## INPUT FOR THIS TASK
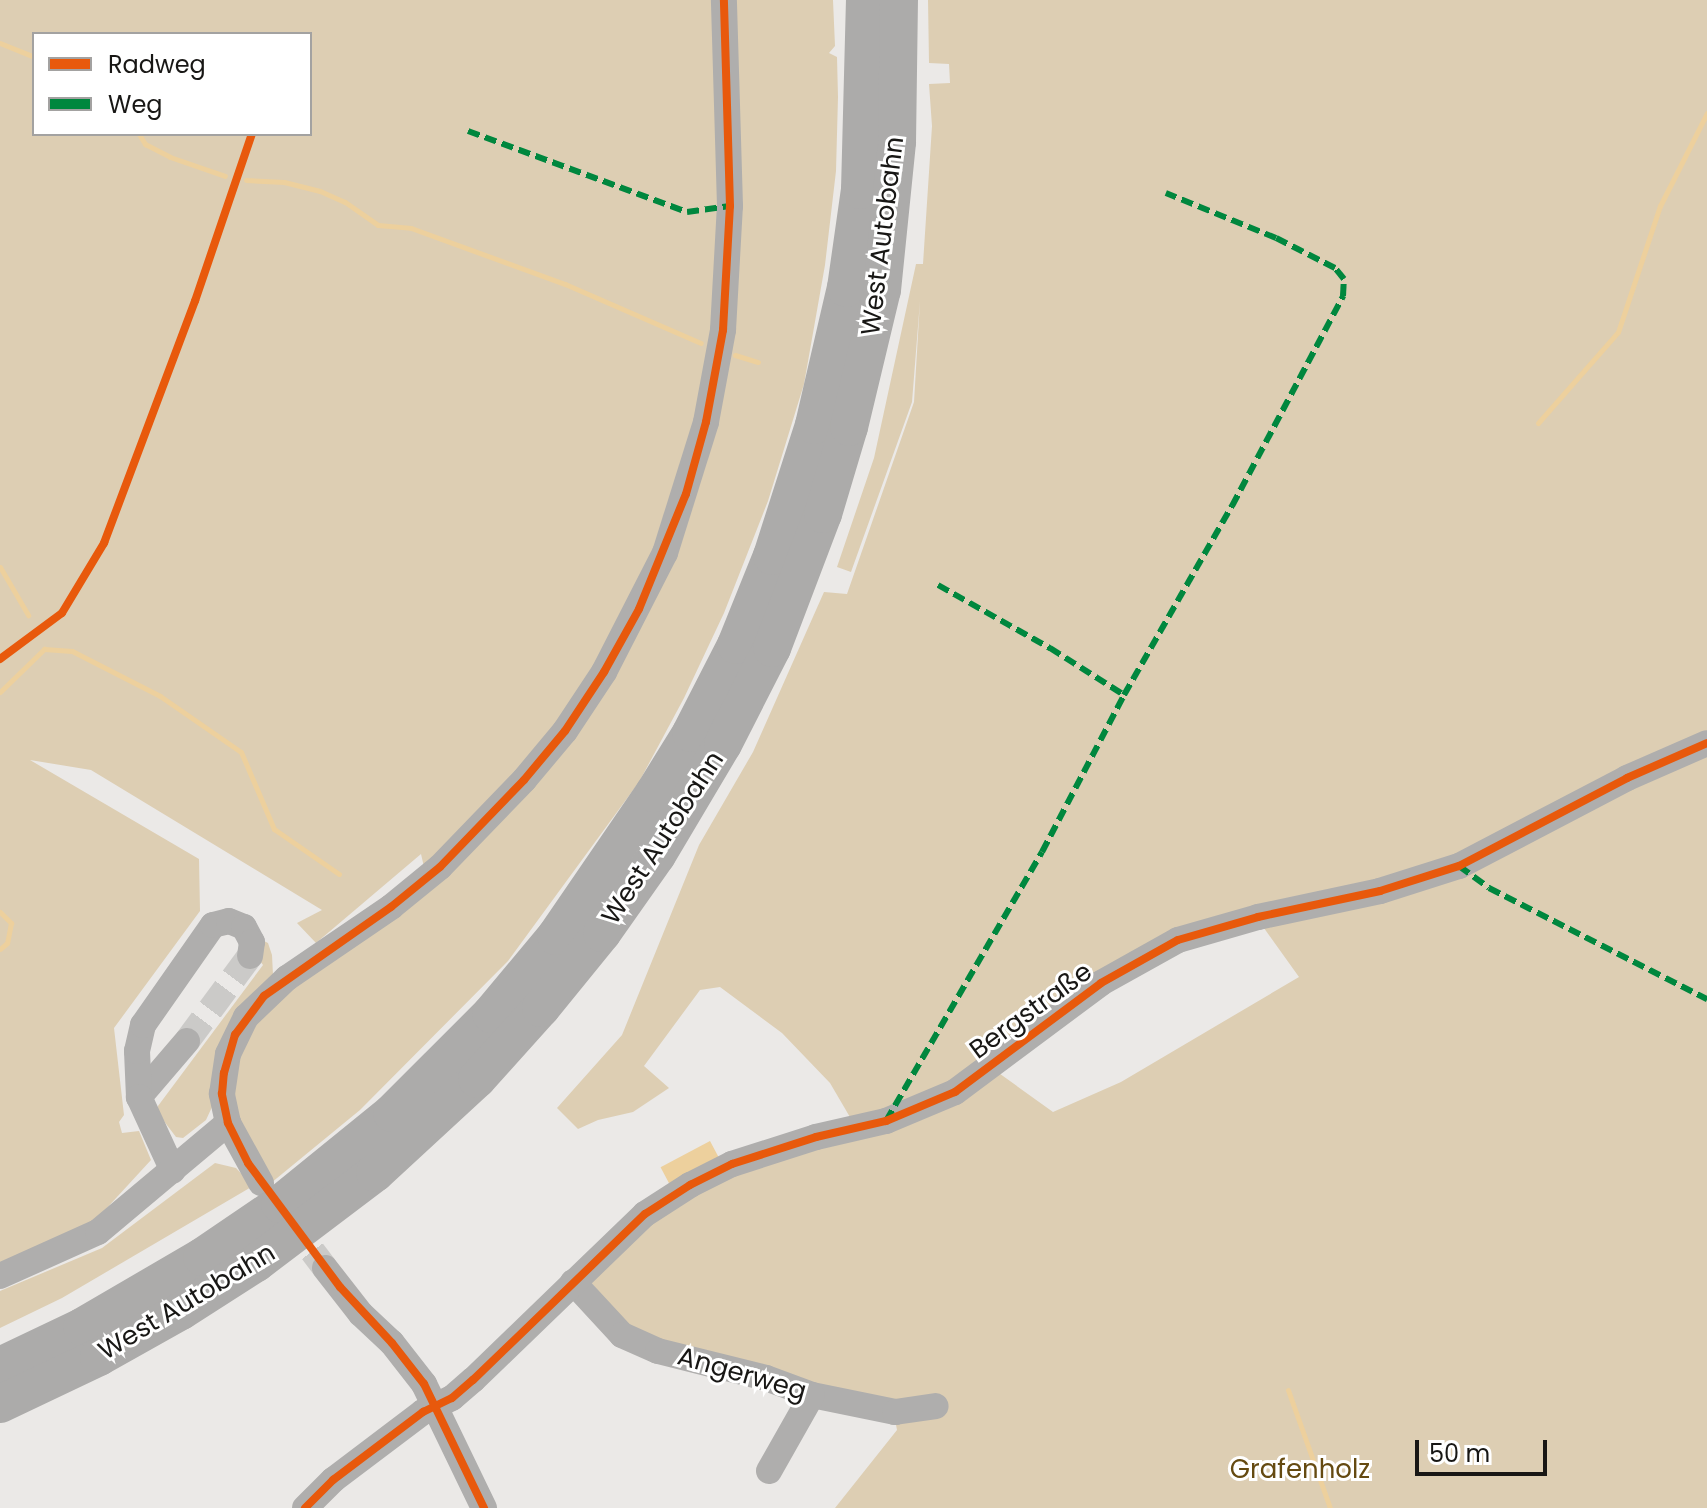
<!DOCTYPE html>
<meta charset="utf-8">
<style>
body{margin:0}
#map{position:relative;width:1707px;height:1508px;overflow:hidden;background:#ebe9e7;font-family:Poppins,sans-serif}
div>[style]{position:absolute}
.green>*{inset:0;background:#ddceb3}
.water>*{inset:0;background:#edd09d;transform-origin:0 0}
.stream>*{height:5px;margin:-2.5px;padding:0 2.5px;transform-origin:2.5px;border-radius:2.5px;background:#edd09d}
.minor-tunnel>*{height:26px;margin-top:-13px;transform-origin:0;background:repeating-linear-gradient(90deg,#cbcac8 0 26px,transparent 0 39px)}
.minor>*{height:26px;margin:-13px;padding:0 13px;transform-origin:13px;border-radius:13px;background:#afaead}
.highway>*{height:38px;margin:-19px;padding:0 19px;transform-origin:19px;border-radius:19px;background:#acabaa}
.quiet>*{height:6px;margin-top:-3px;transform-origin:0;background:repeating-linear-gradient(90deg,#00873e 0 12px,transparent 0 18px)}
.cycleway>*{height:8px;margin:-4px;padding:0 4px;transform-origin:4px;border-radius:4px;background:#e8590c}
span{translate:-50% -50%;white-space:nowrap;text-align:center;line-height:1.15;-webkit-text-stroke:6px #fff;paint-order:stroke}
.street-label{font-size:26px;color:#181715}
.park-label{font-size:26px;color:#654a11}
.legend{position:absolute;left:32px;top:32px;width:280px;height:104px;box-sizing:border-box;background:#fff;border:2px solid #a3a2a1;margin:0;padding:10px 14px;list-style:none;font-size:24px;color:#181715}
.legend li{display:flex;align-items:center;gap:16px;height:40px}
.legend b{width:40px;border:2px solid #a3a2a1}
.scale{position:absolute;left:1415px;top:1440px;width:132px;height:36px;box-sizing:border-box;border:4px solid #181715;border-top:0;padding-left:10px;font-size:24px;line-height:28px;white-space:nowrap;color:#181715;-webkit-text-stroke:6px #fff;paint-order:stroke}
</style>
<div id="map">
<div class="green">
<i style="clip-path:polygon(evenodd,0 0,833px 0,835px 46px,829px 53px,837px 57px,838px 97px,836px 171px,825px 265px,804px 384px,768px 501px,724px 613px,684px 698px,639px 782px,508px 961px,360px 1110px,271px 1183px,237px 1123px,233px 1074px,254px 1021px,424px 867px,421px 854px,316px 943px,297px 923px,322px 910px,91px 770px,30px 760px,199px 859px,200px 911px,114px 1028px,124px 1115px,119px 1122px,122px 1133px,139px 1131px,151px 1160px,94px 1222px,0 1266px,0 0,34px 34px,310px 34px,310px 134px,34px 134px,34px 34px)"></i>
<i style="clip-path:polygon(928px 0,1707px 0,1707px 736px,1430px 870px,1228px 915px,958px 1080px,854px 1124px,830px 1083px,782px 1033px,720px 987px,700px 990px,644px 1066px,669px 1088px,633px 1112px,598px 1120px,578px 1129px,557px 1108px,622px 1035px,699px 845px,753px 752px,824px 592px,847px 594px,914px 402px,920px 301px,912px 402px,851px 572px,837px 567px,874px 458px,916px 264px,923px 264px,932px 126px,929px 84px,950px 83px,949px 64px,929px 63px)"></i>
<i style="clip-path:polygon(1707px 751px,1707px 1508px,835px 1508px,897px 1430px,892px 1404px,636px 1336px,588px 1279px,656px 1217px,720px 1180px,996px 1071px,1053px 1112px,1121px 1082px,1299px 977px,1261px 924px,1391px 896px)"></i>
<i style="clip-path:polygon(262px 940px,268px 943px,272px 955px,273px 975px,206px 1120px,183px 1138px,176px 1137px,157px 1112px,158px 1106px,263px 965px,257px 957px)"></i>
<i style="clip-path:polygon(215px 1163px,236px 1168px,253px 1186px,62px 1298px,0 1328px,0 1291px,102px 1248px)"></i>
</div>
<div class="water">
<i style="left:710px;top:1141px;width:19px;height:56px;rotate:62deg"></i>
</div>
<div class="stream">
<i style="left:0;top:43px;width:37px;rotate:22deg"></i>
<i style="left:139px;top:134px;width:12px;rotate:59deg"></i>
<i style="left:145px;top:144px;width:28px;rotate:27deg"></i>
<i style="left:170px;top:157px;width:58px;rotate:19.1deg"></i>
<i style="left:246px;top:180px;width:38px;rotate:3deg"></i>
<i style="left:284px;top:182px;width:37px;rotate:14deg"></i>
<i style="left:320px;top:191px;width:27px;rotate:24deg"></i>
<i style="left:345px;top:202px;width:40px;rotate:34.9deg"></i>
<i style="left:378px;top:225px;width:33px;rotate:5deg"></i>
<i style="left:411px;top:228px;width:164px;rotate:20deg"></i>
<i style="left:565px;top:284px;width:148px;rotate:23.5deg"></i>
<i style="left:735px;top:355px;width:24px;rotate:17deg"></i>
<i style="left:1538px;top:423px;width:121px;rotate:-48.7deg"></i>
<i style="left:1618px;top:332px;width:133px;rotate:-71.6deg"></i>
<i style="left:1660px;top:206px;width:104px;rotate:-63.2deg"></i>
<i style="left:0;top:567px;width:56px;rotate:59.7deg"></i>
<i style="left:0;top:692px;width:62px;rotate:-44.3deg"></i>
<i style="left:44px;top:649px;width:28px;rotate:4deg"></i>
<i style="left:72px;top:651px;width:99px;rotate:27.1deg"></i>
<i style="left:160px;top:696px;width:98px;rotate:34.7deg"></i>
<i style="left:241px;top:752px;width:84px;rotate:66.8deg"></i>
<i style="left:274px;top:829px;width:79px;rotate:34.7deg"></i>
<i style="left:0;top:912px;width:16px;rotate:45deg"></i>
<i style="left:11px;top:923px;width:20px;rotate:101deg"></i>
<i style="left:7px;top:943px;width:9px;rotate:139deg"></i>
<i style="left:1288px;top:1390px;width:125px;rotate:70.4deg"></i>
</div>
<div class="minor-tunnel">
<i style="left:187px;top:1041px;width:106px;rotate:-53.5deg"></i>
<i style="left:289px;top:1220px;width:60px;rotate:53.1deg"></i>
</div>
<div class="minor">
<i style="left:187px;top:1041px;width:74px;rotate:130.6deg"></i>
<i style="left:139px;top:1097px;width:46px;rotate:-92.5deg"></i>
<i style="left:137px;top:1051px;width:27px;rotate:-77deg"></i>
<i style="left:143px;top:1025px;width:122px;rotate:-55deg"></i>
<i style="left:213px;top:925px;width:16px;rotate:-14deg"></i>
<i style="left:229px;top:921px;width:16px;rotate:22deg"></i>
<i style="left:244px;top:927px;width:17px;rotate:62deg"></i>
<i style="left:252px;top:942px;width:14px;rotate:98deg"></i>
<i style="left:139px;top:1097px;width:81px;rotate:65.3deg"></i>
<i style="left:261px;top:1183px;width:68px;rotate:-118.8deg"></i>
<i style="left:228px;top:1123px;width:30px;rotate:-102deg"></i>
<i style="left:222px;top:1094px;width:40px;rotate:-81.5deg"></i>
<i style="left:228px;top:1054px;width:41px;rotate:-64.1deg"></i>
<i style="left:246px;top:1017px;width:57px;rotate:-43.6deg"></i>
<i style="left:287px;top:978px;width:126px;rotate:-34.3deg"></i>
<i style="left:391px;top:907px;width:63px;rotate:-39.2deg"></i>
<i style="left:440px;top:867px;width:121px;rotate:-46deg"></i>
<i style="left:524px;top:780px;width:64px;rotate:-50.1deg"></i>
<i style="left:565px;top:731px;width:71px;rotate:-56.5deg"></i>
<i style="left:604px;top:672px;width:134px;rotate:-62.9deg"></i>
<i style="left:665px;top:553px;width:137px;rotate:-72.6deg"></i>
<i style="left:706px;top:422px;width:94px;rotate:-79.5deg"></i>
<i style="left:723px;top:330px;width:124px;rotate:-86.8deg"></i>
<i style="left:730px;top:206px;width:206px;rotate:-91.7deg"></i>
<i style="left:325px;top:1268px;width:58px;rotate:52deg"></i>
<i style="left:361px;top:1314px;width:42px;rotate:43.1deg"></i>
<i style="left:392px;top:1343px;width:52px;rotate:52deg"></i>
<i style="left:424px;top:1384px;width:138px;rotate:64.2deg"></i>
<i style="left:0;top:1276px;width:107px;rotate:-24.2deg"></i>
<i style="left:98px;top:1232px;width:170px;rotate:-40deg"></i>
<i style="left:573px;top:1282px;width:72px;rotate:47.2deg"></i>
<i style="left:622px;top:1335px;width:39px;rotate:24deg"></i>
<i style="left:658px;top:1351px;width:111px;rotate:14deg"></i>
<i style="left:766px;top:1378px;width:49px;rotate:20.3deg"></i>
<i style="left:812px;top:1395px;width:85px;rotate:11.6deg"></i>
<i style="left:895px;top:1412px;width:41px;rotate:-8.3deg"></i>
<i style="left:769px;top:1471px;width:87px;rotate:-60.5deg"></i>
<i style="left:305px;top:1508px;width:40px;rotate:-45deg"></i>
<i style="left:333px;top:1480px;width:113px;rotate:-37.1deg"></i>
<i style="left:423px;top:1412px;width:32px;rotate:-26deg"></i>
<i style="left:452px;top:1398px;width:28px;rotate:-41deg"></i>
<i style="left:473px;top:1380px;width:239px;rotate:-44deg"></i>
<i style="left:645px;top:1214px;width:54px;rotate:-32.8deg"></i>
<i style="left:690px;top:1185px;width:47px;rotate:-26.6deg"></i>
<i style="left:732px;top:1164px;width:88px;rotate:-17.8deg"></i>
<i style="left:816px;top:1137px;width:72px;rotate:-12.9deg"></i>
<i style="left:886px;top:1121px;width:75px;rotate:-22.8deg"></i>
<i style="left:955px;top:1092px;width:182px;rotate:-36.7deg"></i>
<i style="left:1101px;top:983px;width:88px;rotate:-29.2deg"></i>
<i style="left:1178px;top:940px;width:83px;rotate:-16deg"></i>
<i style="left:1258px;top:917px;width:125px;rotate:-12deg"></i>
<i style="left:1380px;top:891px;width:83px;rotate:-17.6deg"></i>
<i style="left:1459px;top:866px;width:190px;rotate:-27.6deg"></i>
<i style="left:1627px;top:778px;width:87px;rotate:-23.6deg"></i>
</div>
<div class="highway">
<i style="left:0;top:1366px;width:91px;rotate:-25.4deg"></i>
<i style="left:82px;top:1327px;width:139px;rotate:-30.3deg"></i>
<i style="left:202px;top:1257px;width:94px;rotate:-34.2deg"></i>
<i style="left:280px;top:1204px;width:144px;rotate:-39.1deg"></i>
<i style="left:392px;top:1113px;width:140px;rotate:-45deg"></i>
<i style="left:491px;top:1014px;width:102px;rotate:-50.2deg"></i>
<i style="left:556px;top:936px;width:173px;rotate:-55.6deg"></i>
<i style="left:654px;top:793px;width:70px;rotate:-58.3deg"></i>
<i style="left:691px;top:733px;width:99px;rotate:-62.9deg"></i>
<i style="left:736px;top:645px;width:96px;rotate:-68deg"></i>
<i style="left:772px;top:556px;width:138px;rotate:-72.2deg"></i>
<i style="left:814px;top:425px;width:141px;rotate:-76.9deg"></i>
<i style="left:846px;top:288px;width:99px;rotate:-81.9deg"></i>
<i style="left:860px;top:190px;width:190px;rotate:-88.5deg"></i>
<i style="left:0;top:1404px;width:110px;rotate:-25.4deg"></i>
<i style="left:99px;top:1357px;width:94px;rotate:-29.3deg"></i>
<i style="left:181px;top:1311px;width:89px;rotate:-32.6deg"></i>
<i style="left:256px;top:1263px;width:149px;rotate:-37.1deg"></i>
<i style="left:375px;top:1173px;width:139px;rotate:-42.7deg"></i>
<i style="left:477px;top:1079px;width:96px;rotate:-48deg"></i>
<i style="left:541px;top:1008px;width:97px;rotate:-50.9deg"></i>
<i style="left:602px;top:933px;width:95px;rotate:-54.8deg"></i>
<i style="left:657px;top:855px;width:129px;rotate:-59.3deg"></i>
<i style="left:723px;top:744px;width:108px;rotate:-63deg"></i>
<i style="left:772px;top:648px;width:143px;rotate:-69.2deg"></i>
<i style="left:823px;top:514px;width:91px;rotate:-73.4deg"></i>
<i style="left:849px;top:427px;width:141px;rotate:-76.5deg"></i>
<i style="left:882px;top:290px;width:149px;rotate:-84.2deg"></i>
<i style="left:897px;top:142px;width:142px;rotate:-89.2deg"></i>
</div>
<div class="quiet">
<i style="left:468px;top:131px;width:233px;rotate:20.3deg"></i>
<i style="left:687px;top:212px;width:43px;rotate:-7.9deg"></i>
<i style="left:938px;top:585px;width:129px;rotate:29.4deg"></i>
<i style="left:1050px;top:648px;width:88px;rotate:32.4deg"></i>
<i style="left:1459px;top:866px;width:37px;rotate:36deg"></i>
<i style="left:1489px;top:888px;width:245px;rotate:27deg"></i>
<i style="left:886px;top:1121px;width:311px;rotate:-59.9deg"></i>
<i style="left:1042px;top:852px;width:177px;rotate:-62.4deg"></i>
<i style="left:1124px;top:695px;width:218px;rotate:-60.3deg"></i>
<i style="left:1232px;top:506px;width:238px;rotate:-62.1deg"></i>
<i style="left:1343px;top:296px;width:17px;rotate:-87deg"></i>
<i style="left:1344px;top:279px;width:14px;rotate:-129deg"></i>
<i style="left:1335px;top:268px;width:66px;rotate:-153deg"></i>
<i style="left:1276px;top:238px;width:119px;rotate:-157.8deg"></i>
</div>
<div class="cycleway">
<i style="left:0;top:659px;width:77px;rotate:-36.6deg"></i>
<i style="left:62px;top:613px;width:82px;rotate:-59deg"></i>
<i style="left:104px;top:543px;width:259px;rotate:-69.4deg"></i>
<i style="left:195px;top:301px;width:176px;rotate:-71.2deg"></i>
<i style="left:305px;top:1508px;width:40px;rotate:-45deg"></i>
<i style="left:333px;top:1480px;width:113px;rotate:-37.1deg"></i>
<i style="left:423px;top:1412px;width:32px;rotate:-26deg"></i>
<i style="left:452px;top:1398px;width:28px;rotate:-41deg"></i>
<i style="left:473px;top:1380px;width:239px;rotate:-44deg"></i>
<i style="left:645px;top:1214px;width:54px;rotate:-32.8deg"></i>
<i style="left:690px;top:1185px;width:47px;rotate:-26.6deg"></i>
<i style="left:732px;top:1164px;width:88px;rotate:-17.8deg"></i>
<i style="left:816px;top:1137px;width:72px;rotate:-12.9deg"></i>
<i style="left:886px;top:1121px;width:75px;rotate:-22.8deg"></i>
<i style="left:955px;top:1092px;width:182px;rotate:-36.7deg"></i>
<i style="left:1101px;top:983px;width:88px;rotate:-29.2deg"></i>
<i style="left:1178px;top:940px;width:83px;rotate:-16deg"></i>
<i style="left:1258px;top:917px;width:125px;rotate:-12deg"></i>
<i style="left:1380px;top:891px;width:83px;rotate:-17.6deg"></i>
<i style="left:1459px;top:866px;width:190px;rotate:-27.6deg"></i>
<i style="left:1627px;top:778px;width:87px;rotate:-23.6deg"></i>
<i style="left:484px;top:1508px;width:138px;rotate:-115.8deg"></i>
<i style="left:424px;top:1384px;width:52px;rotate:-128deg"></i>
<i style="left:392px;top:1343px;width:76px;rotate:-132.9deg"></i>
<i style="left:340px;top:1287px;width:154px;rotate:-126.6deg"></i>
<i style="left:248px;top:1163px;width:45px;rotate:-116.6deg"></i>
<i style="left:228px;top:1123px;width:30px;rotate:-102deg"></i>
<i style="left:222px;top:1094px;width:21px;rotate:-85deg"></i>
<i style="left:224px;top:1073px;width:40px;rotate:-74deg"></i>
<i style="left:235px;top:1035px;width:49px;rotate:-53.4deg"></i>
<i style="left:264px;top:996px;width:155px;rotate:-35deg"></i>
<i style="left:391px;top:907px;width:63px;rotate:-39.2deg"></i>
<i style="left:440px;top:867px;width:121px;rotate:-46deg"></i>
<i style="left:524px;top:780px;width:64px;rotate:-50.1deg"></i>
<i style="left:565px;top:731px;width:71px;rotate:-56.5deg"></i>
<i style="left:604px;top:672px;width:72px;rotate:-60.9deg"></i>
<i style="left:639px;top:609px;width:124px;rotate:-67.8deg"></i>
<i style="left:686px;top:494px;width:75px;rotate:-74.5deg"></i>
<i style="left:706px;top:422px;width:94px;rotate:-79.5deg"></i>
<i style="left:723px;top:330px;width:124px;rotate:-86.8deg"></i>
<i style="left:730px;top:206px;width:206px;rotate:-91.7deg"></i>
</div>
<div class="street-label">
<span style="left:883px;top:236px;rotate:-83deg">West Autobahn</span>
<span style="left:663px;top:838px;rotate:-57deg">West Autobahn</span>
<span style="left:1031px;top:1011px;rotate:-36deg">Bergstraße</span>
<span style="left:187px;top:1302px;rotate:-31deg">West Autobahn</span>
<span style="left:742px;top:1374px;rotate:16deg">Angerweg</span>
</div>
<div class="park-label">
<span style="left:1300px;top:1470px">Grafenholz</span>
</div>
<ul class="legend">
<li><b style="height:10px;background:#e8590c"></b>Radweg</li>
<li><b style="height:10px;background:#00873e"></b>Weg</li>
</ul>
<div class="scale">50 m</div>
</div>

## TASK DETAILS
Scan the data above for the string "water" and copy each line where it appears.

## SOLUTION TO THE EXERCISE
.water>*{inset:0;background:#edd09d;transform-origin:0 0}
<div class="water">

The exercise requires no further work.